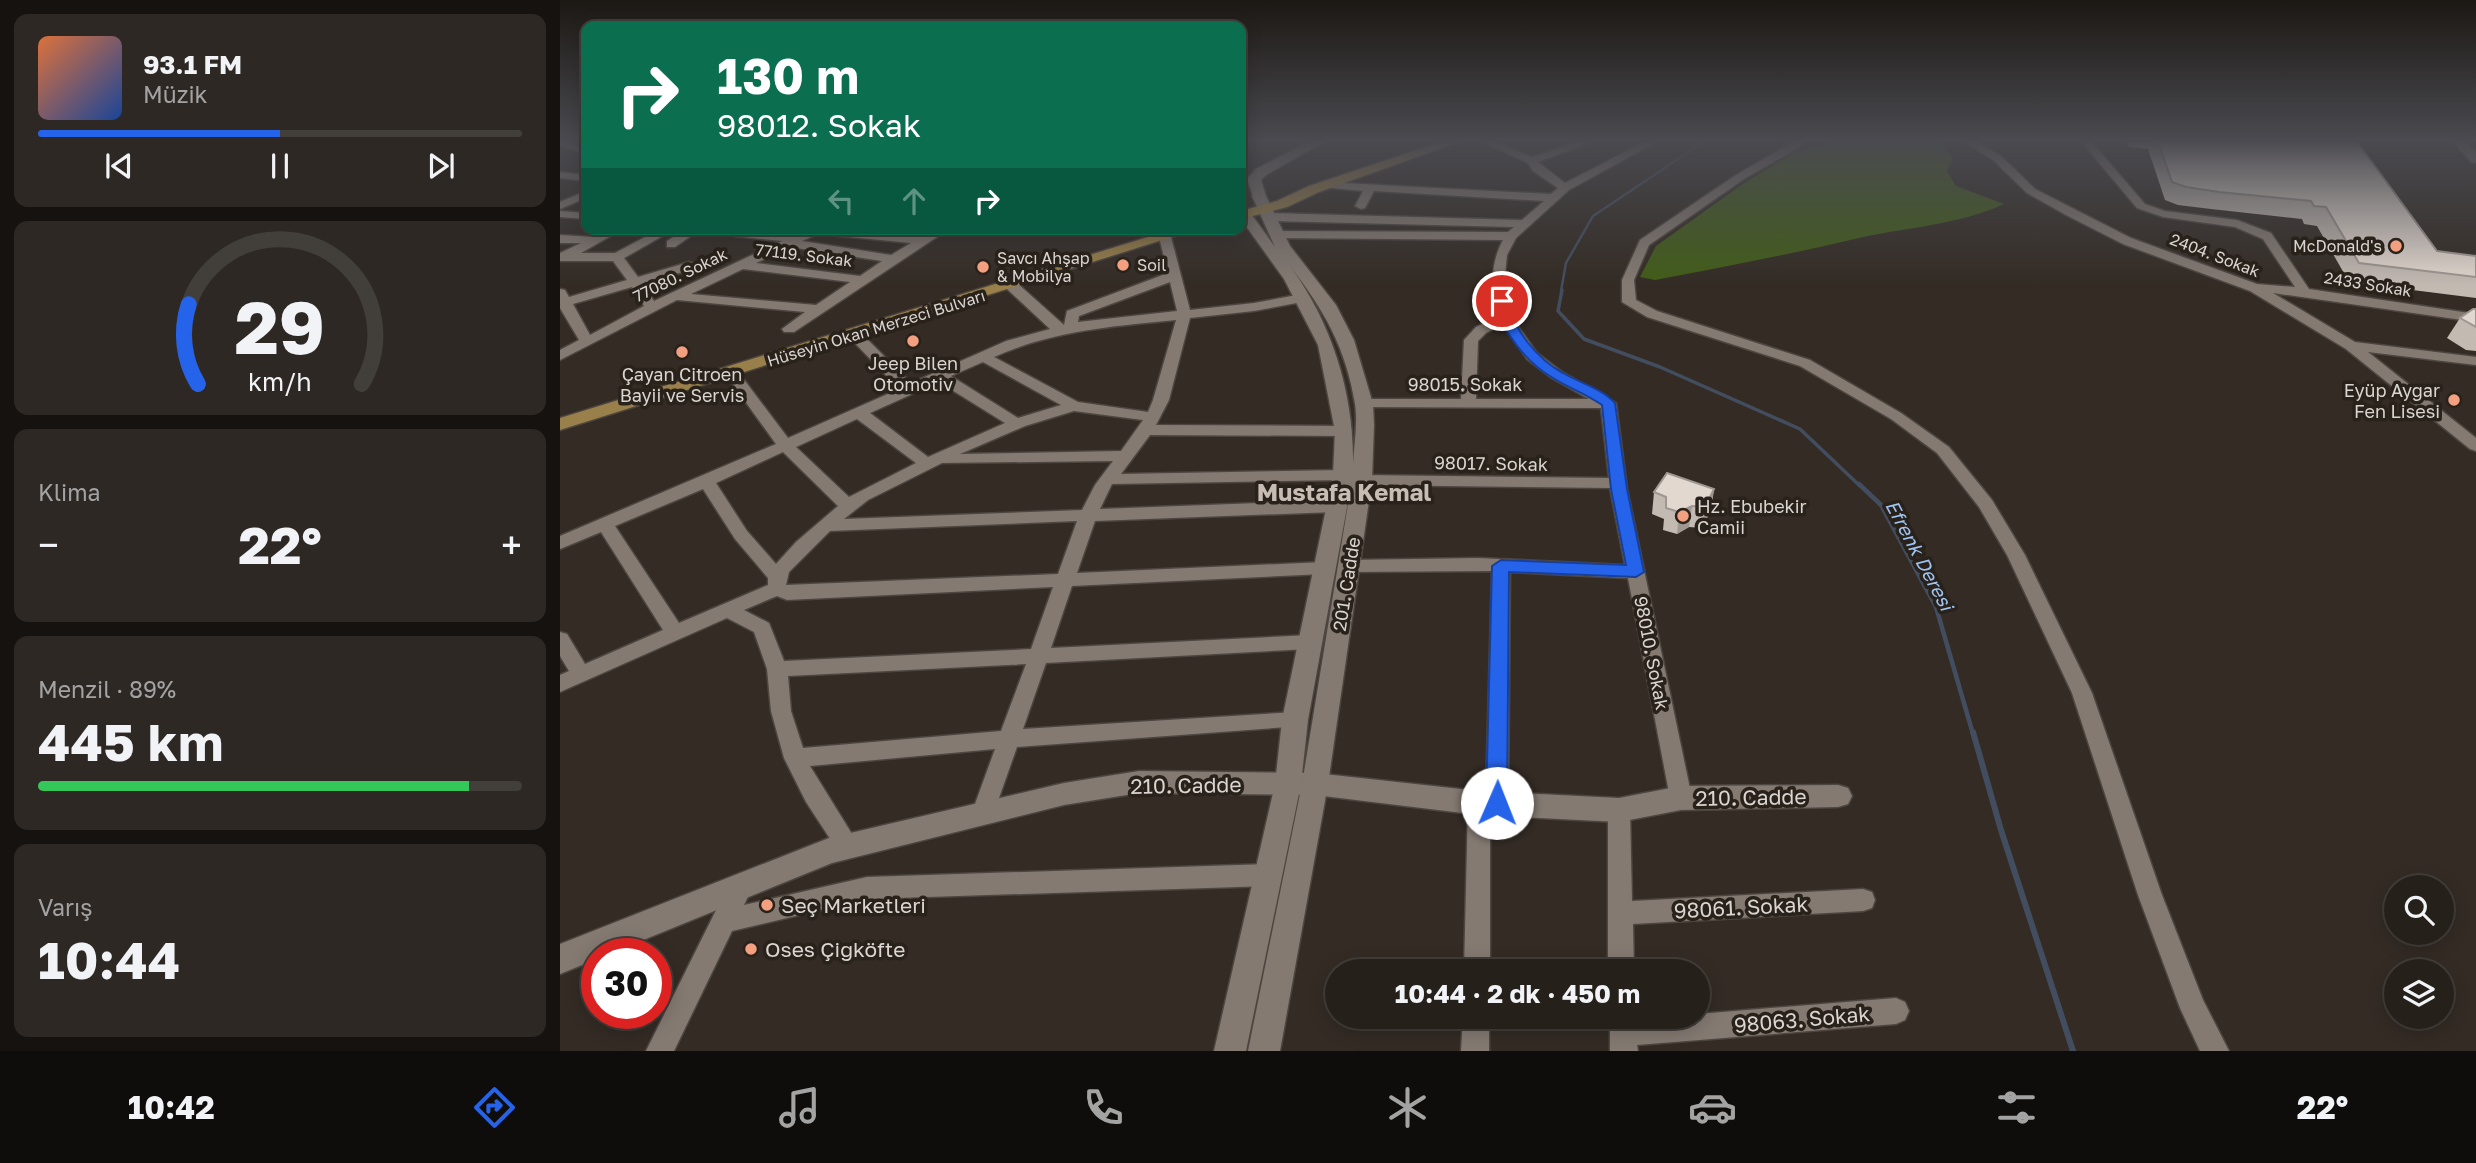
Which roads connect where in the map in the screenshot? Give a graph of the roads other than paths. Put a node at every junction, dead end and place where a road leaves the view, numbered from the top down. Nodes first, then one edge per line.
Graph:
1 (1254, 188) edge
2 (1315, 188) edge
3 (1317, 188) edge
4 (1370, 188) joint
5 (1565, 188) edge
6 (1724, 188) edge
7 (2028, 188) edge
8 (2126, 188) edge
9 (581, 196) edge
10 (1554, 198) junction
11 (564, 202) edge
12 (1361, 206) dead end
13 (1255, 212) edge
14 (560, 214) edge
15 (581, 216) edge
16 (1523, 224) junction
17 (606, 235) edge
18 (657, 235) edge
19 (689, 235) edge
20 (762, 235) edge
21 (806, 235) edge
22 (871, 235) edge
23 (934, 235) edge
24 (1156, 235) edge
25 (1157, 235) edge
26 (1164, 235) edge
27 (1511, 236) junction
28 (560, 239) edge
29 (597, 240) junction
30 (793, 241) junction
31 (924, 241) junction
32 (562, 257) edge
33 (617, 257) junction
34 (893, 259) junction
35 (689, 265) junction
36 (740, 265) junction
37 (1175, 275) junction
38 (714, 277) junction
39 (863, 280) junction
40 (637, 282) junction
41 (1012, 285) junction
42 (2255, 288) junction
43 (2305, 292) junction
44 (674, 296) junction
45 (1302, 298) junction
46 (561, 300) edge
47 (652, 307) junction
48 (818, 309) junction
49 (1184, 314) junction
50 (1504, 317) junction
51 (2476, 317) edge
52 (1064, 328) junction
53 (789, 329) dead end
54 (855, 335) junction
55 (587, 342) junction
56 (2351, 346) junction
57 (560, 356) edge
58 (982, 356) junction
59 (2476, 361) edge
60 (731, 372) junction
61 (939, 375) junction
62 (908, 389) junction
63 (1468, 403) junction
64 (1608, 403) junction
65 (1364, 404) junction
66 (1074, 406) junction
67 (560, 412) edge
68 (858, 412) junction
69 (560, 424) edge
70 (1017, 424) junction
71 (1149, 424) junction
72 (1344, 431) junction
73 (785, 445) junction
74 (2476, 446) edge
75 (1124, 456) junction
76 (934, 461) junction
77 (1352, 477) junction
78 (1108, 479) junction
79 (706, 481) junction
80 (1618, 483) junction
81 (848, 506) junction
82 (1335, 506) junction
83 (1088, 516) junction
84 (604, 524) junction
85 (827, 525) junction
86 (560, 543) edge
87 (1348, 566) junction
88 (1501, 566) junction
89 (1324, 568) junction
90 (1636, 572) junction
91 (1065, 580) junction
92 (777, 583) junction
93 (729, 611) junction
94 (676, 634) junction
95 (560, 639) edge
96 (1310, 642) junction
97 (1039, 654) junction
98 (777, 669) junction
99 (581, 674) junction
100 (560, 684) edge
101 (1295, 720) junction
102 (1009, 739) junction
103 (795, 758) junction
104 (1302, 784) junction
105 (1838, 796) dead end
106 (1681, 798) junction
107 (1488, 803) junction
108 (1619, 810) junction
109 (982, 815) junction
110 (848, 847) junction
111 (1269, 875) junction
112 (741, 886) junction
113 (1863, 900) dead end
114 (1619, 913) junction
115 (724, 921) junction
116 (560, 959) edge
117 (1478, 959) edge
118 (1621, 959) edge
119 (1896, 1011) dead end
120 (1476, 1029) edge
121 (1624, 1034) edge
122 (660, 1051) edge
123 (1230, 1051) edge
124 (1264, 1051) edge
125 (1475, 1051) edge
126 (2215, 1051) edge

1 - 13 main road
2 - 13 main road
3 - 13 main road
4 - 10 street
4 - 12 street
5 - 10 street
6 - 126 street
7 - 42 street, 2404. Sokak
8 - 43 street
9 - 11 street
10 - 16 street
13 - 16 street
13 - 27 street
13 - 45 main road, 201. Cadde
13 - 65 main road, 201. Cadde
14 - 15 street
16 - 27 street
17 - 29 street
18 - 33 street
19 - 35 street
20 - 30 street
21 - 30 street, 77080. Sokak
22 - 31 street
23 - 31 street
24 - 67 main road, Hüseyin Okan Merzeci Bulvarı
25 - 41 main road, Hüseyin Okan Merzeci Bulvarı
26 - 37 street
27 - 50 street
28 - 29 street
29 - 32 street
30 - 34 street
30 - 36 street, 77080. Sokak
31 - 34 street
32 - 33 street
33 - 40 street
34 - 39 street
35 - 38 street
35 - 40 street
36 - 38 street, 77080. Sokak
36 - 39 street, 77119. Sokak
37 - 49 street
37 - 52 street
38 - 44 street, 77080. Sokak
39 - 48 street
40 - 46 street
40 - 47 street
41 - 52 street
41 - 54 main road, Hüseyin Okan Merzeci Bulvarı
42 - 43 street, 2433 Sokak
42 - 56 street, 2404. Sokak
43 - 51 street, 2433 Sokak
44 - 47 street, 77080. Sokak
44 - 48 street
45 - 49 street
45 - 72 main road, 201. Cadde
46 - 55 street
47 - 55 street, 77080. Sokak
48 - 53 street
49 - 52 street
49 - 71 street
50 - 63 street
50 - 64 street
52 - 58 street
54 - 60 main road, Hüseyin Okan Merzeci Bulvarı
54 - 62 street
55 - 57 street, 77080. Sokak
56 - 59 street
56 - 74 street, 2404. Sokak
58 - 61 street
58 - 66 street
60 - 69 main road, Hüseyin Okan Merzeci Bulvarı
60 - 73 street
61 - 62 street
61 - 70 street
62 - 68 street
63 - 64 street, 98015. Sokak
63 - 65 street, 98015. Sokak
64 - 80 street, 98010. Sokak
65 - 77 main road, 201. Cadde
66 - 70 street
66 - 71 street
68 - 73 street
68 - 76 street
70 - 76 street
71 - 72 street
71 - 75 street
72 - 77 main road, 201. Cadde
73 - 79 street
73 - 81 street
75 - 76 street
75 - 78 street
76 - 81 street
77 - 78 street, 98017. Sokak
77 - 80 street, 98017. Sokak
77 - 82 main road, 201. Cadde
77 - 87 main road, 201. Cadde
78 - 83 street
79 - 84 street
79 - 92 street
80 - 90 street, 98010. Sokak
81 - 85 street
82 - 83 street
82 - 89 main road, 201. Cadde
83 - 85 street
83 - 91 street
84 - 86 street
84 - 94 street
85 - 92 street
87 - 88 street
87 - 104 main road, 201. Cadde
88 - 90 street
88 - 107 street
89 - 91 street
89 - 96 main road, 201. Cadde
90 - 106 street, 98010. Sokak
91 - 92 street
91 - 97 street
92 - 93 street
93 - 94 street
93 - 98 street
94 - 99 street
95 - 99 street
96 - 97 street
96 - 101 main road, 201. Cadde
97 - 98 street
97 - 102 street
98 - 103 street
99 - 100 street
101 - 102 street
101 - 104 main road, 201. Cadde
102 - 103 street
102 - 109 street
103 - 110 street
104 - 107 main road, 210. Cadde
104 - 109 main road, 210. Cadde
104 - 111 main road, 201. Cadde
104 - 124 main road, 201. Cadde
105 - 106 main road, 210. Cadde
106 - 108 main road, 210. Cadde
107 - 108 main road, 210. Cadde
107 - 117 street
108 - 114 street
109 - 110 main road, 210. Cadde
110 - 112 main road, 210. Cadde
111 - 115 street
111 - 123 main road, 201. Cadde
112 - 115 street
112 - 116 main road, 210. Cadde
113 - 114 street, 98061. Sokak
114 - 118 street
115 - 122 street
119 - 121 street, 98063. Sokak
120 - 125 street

——————

## EXERCISE AIM
Would you transcribe the whole listing above exactly? The pictures should not be included.

## RESPONSE TO THE EXERCISE
Which roads connect where in the map in the screenshot? Give a graph of the roads other than paths. Put a node at every junction, dead end and place where a road leaves the view, numbered from the top down. Nodes first, then one edge per line.
Graph:
1 (1254, 188) edge
2 (1315, 188) edge
3 (1317, 188) edge
4 (1370, 188) joint
5 (1565, 188) edge
6 (1724, 188) edge
7 (2028, 188) edge
8 (2126, 188) edge
9 (581, 196) edge
10 (1554, 198) junction
11 (564, 202) edge
12 (1361, 206) dead end
13 (1255, 212) edge
14 (560, 214) edge
15 (581, 216) edge
16 (1523, 224) junction
17 (606, 235) edge
18 (657, 235) edge
19 (689, 235) edge
20 (762, 235) edge
21 (806, 235) edge
22 (871, 235) edge
23 (934, 235) edge
24 (1156, 235) edge
25 (1157, 235) edge
26 (1164, 235) edge
27 (1511, 236) junction
28 (560, 239) edge
29 (597, 240) junction
30 (793, 241) junction
31 (924, 241) junction
32 (562, 257) edge
33 (617, 257) junction
34 (893, 259) junction
35 (689, 265) junction
36 (740, 265) junction
37 (1175, 275) junction
38 (714, 277) junction
39 (863, 280) junction
40 (637, 282) junction
41 (1012, 285) junction
42 (2255, 288) junction
43 (2305, 292) junction
44 (674, 296) junction
45 (1302, 298) junction
46 (561, 300) edge
47 (652, 307) junction
48 (818, 309) junction
49 (1184, 314) junction
50 (1504, 317) junction
51 (2476, 317) edge
52 (1064, 328) junction
53 (789, 329) dead end
54 (855, 335) junction
55 (587, 342) junction
56 (2351, 346) junction
57 (560, 356) edge
58 (982, 356) junction
59 (2476, 361) edge
60 (731, 372) junction
61 (939, 375) junction
62 (908, 389) junction
63 (1468, 403) junction
64 (1608, 403) junction
65 (1364, 404) junction
66 (1074, 406) junction
67 (560, 412) edge
68 (858, 412) junction
69 (560, 424) edge
70 (1017, 424) junction
71 (1149, 424) junction
72 (1344, 431) junction
73 (785, 445) junction
74 (2476, 446) edge
75 (1124, 456) junction
76 (934, 461) junction
77 (1352, 477) junction
78 (1108, 479) junction
79 (706, 481) junction
80 (1618, 483) junction
81 (848, 506) junction
82 (1335, 506) junction
83 (1088, 516) junction
84 (604, 524) junction
85 (827, 525) junction
86 (560, 543) edge
87 (1348, 566) junction
88 (1501, 566) junction
89 (1324, 568) junction
90 (1636, 572) junction
91 (1065, 580) junction
92 (777, 583) junction
93 (729, 611) junction
94 (676, 634) junction
95 (560, 639) edge
96 (1310, 642) junction
97 (1039, 654) junction
98 (777, 669) junction
99 (581, 674) junction
100 (560, 684) edge
101 (1295, 720) junction
102 (1009, 739) junction
103 (795, 758) junction
104 (1302, 784) junction
105 (1838, 796) dead end
106 (1681, 798) junction
107 (1488, 803) junction
108 (1619, 810) junction
109 (982, 815) junction
110 (848, 847) junction
111 (1269, 875) junction
112 (741, 886) junction
113 (1863, 900) dead end
114 (1619, 913) junction
115 (724, 921) junction
116 (560, 959) edge
117 (1478, 959) edge
118 (1621, 959) edge
119 (1896, 1011) dead end
120 (1476, 1029) edge
121 (1624, 1034) edge
122 (660, 1051) edge
123 (1230, 1051) edge
124 (1264, 1051) edge
125 (1475, 1051) edge
126 (2215, 1051) edge

1 - 13 main road
2 - 13 main road
3 - 13 main road
4 - 10 street
4 - 12 street
5 - 10 street
6 - 126 street
7 - 42 street, 2404. Sokak
8 - 43 street
9 - 11 street
10 - 16 street
13 - 16 street
13 - 27 street
13 - 45 main road, 201. Cadde
13 - 65 main road, 201. Cadde
14 - 15 street
16 - 27 street
17 - 29 street
18 - 33 street
19 - 35 street
20 - 30 street
21 - 30 street, 77080. Sokak
22 - 31 street
23 - 31 street
24 - 67 main road, Hüseyin Okan Merzeci Bulvarı
25 - 41 main road, Hüseyin Okan Merzeci Bulvarı
26 - 37 street
27 - 50 street
28 - 29 street
29 - 32 street
30 - 34 street
30 - 36 street, 77080. Sokak
31 - 34 street
32 - 33 street
33 - 40 street
34 - 39 street
35 - 38 street
35 - 40 street
36 - 38 street, 77080. Sokak
36 - 39 street, 77119. Sokak
37 - 49 street
37 - 52 street
38 - 44 street, 77080. Sokak
39 - 48 street
40 - 46 street
40 - 47 street
41 - 52 street
41 - 54 main road, Hüseyin Okan Merzeci Bulvarı
42 - 43 street, 2433 Sokak
42 - 56 street, 2404. Sokak
43 - 51 street, 2433 Sokak
44 - 47 street, 77080. Sokak
44 - 48 street
45 - 49 street
45 - 72 main road, 201. Cadde
46 - 55 street
47 - 55 street, 77080. Sokak
48 - 53 street
49 - 52 street
49 - 71 street
50 - 63 street
50 - 64 street
52 - 58 street
54 - 60 main road, Hüseyin Okan Merzeci Bulvarı
54 - 62 street
55 - 57 street, 77080. Sokak
56 - 59 street
56 - 74 street, 2404. Sokak
58 - 61 street
58 - 66 street
60 - 69 main road, Hüseyin Okan Merzeci Bulvarı
60 - 73 street
61 - 62 street
61 - 70 street
62 - 68 street
63 - 64 street, 98015. Sokak
63 - 65 street, 98015. Sokak
64 - 80 street, 98010. Sokak
65 - 77 main road, 201. Cadde
66 - 70 street
66 - 71 street
68 - 73 street
68 - 76 street
70 - 76 street
71 - 72 street
71 - 75 street
72 - 77 main road, 201. Cadde
73 - 79 street
73 - 81 street
75 - 76 street
75 - 78 street
76 - 81 street
77 - 78 street, 98017. Sokak
77 - 80 street, 98017. Sokak
77 - 82 main road, 201. Cadde
77 - 87 main road, 201. Cadde
78 - 83 street
79 - 84 street
79 - 92 street
80 - 90 street, 98010. Sokak
81 - 85 street
82 - 83 street
82 - 89 main road, 201. Cadde
83 - 85 street
83 - 91 street
84 - 86 street
84 - 94 street
85 - 92 street
87 - 88 street
87 - 104 main road, 201. Cadde
88 - 90 street
88 - 107 street
89 - 91 street
89 - 96 main road, 201. Cadde
90 - 106 street, 98010. Sokak
91 - 92 street
91 - 97 street
92 - 93 street
93 - 94 street
93 - 98 street
94 - 99 street
95 - 99 street
96 - 97 street
96 - 101 main road, 201. Cadde
97 - 98 street
97 - 102 street
98 - 103 street
99 - 100 street
101 - 102 street
101 - 104 main road, 201. Cadde
102 - 103 street
102 - 109 street
103 - 110 street
104 - 107 main road, 210. Cadde
104 - 109 main road, 210. Cadde
104 - 111 main road, 201. Cadde
104 - 124 main road, 201. Cadde
105 - 106 main road, 210. Cadde
106 - 108 main road, 210. Cadde
107 - 108 main road, 210. Cadde
107 - 117 street
108 - 114 street
109 - 110 main road, 210. Cadde
110 - 112 main road, 210. Cadde
111 - 115 street
111 - 123 main road, 201. Cadde
112 - 115 street
112 - 116 main road, 210. Cadde
113 - 114 street, 98061. Sokak
114 - 118 street
115 - 122 street
119 - 121 street, 98063. Sokak
120 - 125 street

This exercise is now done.